Please list the main strengths of the paper; you should write about a novel formulation, an original way to use data, demonstration of clinical feasibility, a novel application, a particularly strong evaluation, or anything else that is a strong aspect of this work. Please provide details, for instance, if a method is novel, explain what aspect is novel and why this is interesting.
1. The motivation for the approach is clear, and the explanation of prior literature is satisfactory.
2. The approach is the first mitral valve segmentation method proposed for 3D TEE volumes.
3. The baseline Residual UNet in the proposed approach was compared with other deep learning models (e.g. VNet) , and subsequent training/testing was done with the best performing baseline model.
4. The authors have used the open-source MONAI framework for training/testing.
5. Evaluation is satisfactory with comparisons against prior deep learning approaches.
6. A good discussion of the failure cases of the approach has been provided along with future work directions.
Please list the main weaknesses of the paper. Please provide details, for instance, if you think a method is not novel, explain why and provide a reference to prior work.
1. The data quantity is low, but that is understandable since the approach was limited to diseased mitral valves in patients with mitral valve regurgitation.
2. The paper mentions that current methods for mitral valve segmentation have a runtime in the range of 15 minutes to 3 hours, but the runtime for DeepMV was not provided.
Please rate the clarity and organization of this paper

Very Good
Please comment on the reproducibility of the paper. Note, that authors have filled out a reproducibility checklist upon submission. Please be aware that authors are not required to meet all criteria on the checklist - for instance, providing code and data is a plus, but not a requirement for acceptance

The paper should be reproducible given that they have based their method on the open-source MONAI framework.
Please provide detailed and constructive comments for the authors. Please also refer to our Reviewer’s guide on what makes a good review: https://miccai2021.org/en/REVIEWER-GUIDELINES.html
Major.
1. The network seems to be confusing the Chordae Tendinae and the leaflet, and that throws off the segmentation result. The authors propose to use an additional class for the Chordae, but perhaps penalizing the network with a weight map would work better in this circumstance.
2. Additionally, since the goal of the approach is to segment the leaflets, it would be useful to provide uncertainty estimates for the segmentation (T. Nair, MICCAI, 2018 - https://arxiv.org/abs/1808.01200)
3. As a significant bottleneck in the MV repair workflow is the time taken to segment the MV, it would be useful to contrast the runtime of the proposed approach against prior work. This will add some justification for the use of the proposed method.
Please state your overall opinion of the paper

Probably accept (7)
Please justify your recommendation. What were the major factors that led you to your overall score for this paper?
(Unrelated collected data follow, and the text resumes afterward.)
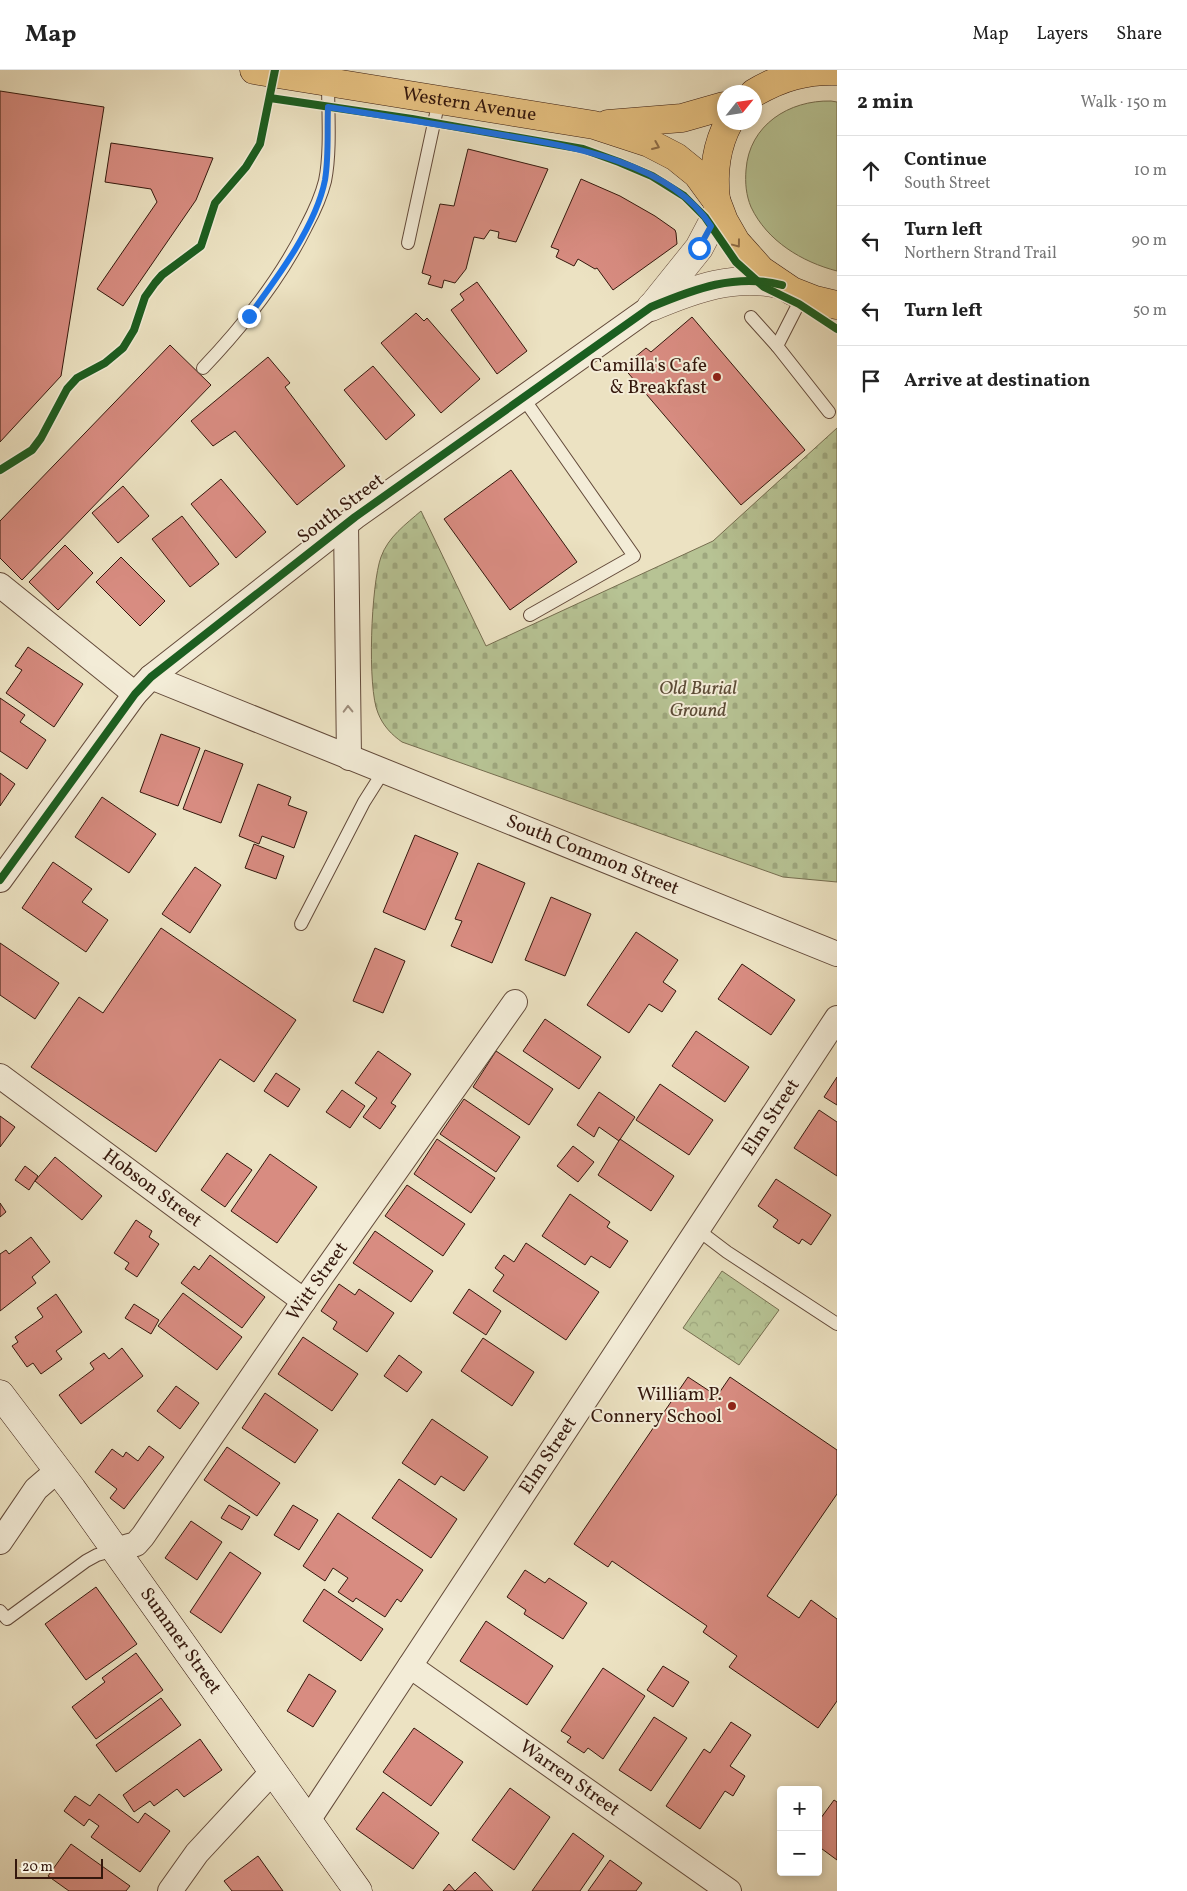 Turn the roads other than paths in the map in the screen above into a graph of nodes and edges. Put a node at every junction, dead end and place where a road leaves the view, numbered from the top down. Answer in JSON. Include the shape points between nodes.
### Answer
{"nodes":[{"id":1,"x":254,"y":70,"type":"edge"},
{"id":2,"x":837,"y":71,"type":"edge"},
{"id":3,"x":328,"y":82,"type":"junction"},
{"id":4,"x":762,"y":89,"type":"edge"},
{"id":5,"x":439,"y":100,"type":"junction"},
{"id":6,"x":717,"y":108,"type":"edge"},
{"id":7,"x":594,"y":125,"type":"junction"},
{"id":8,"x":726,"y":130,"type":"edge"},
{"id":9,"x":718,"y":205,"type":"junction"},
{"id":10,"x":408,"y":243,"type":"dead end"},
{"id":11,"x":815,"y":300,"type":"edge"},
{"id":12,"x":651,"y":307,"type":"junction"},
{"id":13,"x":751,"y":317,"type":"dead end"},
{"id":14,"x":777,"y":346,"type":"junction"},
{"id":15,"x":203,"y":368,"type":"dead end"},
{"id":16,"x":524,"y":399,"type":"junction"},
{"id":17,"x":830,"y":412,"type":"dead end"},
{"id":18,"x":346,"y":524,"type":"junction"},
{"id":19,"x":0,"y":585,"type":"edge"},
{"id":20,"x":530,"y":615,"type":"dead end"},
{"id":21,"x":151,"y":677,"type":"junction"},
{"id":22,"x":135,"y":694,"type":"junction"},
{"id":23,"x":349,"y":758,"type":"junction"},
{"id":24,"x":383,"y":772,"type":"junction"},
{"id":25,"x":0,"y":880,"type":"edge"},
{"id":26,"x":301,"y":924,"type":"dead end"},
{"id":27,"x":837,"y":954,"type":"edge"},
{"id":28,"x":515,"y":1002,"type":"dead end"},
{"id":29,"x":837,"y":1018,"type":"edge"},
{"id":30,"x":0,"y":1076,"type":"edge"},
{"id":31,"x":698,"y":1230,"type":"junction"},
{"id":32,"x":304,"y":1301,"type":"junction"},
{"id":33,"x":837,"y":1324,"type":"edge"},
{"id":34,"x":0,"y":1394,"type":"edge"},
{"id":35,"x":58,"y":1470,"type":"junction"},
{"id":36,"x":0,"y":1542,"type":"edge"},
{"id":37,"x":115,"y":1550,"type":"junction"},
{"id":38,"x":0,"y":1612,"type":"edge"},
{"id":39,"x":410,"y":1666,"type":"junction"},
{"id":40,"x":273,"y":1771,"type":"junction"},
{"id":41,"x":308,"y":1819,"type":"junction"},
{"id":42,"x":170,"y":1891,"type":"edge"},
{"id":43,"x":358,"y":1891,"type":"edge"},
{"id":44,"x":729,"y":1891,"type":"edge"}],
"edges":[{"from":1,"to":3,"type":"main road","name":"Western Avenue"},
{"from":2,"to":4,"type":"main road","via":[[799,72]]},
{"from":3,"to":5,"type":"main road","name":"Western Avenue"},
{"from":3,"to":15,"type":"lane","via":[[326,168],[316,207],[279,275],[249,316]]},
{"from":5,"to":7,"type":"main road","name":"Western Avenue"},
{"from":5,"to":10,"type":"lane"},
{"from":6,"to":7,"type":"main road","name":"Western Avenue","via":[[676,119]]},
{"from":7,"to":9,"type":"main road","name":"Western Avenue","one_way":true,"via":[[649,143],[676,157],[697,174]]},
{"from":8,"to":9,"type":"main road","via":[[717,158]]},
{"from":9,"to":11,"type":"main road","name":"Western Avenue","one_way":true,"via":[[730,232],[761,270]]},
{"from":9,"to":12,"type":"main road","name":"South Street","via":[[699,248]]},
{"from":11,"to":12,"type":"main road","name":"South Street","via":[[769,282],[749,280],[688,292]]},
{"from":11,"to":14,"type":"lane"},
{"from":12,"to":16,"type":"street","name":"South Street"},
{"from":13,"to":14,"type":"lane"},
{"from":14,"to":17,"type":"lane"},
{"from":16,"to":18,"type":"street","name":"South Street"},
{"from":16,"to":20,"type":"lane","via":[[634,556]]},
{"from":18,"to":21,"type":"street","name":"South Street"},
{"from":23,"to":18,"type":"street","one_way":true},
{"from":19,"to":22,"type":"street"},
{"from":21,"to":22,"type":"street","name":"South Street"},
{"from":21,"to":23,"type":"street","name":"South Common Street"},
{"from":22,"to":25,"type":"street","name":"South Street"},
{"from":23,"to":24,"type":"street","name":"South Common Street"},
{"from":24,"to":26,"type":"lane"},
{"from":24,"to":27,"type":"street","name":"South Common Street"},
{"from":28,"to":32,"type":"street","name":"Witt Street"},
{"from":29,"to":31,"type":"street","name":"Elm Street"},
{"from":30,"to":32,"type":"street","name":"Hobson Street"},
{"from":31,"to":33,"type":"lane"},
{"from":31,"to":39,"type":"street","name":"Elm Street"},
{"from":32,"to":37,"type":"street","name":"Witt Street","via":[[143,1536],[136,1544]]},
{"from":34,"to":35,"type":"main road","name":"Summer Street"},
{"from":35,"to":36,"type":"street","via":[[36,1489]]},
{"from":35,"to":37,"type":"main road","name":"Summer Street"},
{"from":37,"to":38,"type":"lane","via":[[86,1562],[7,1619]]},
{"from":37,"to":40,"type":"main road","name":"Summer Street"},
{"from":39,"to":41,"type":"street","name":"Elm Street"},
{"from":39,"to":44,"type":"street","name":"Warren Street"},
{"from":40,"to":41,"type":"main road","name":"Summer Street"},
{"from":40,"to":42,"type":"street","via":[[197,1854]]},
{"from":41,"to":43,"type":"main road","name":"Summer Street"}]}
A mitral valve segmentation approach called DeepMV was proposed to enable the surgical planning workflow for mitral valve repair. DeepMV was trained and tested on limited TEE volumes, but the validation was sufficient and the results are close to the axial resolution of the ultrasound volumes used (0.5mm). The failure cases were accounted for and justified in the discussion section.
What is the ranking of this paper in your review stack?

3
Number of papers in your stack

5
Reviewer confidence

Very confident

Review #2

Please describe the contribution of the paper

This paper presents an automatic method for segmenting mitral valves from 3D ultrasound images. The method combines an image preprocessing stage with a Residual U-Net model to achieve a novel capability: fully automatic segmentation vs. interactive, based on CNNs, runs in seconds vs minutes or hours, with an accuracy of 0.6 mm that establishes the state of the art. Furthermore the dataset consists of 48 volumes of diseased valves rather than healthy valves, and labeling is performed interactively by trained users for training and by clinical experts for testing.
Please list the main strengths of the paper; you should write about a novel formulation, an original way to use data, demonstration of clinical feasibility, a novel application, a particularly strong evaluation, or anything else that is a strong aspect of this work. Please provide details, for instance, if a method is novel, explain what aspect is novel and why this is interesting.
The main strengths of the paper include:
1. Establishes a novel capability in automatically segmenting mitral valves from 3D TEE images, as well as a new state of the art in terms of accuracy and speed
2. Works with diseased valves which is different from typical projects with healthy volunteers
3. Authors promise to release the code that achieves these results as open source
Please list the main weaknesses of the paper. Please provide details, for instance, if you think a method is not novel, explain why and provide a reference to prior work.
Main weaknesses of the paper include:
1. The name “DeepMV” has already been claimed by “multi-view deep learning” work.
2. Data acquisition is entirely from a single probe and institution, so there may be specific systemic characteristics that the model may overfit to, such as the expected resolution of the valves.
3. Does not directly address the challenges and variabilities that plague ultrasound imaging, such as inconsistent image quality, Doppler effects, noise, artifacts, sonographer skill, etc.
4. Takes for granted that images will contain valid data, so unexpected results with invalid images or acquisitions is not considered. Also for various reasons the probe may not pick up the valve at all, so such situations should be handled as a routine matter rather than assuming the entirety of the valve will always be visible in an image.
Please rate the clarity and organization of this paper

Excellent
Please comment on the reproducibility of the paper. Note, that authors have filled out a reproducibility checklist upon submission. Please be aware that authors are not required to meet all criteria on the checklist - for instance, providing code and data is a plus, but not a requirement for acceptance

Authors diligently and thoroughly describe the test setup, and promise to release code as open source so that others may benefit from the hyperparameters authors diligently found.
Please provide detailed and constructive comments for the authors. Please also refer to our Reviewer’s guide on what makes a good review: https://miccai2021.org/en/REVIEWER-GUIDELINES.html

Overall, the present work is an interesting and potentially valuable contribution to the MICCAI community, because it creates the novel capability of automatic MV segmentation from 3D TEE very quickly and accurately. As authors mention, even when results are imperfect they are still useful to streamline manual workflows, where most of the bulk segmentation is correct and trained users need only perform minor edits. These edits can even be used for further training. An open source release of the work will increase value even further.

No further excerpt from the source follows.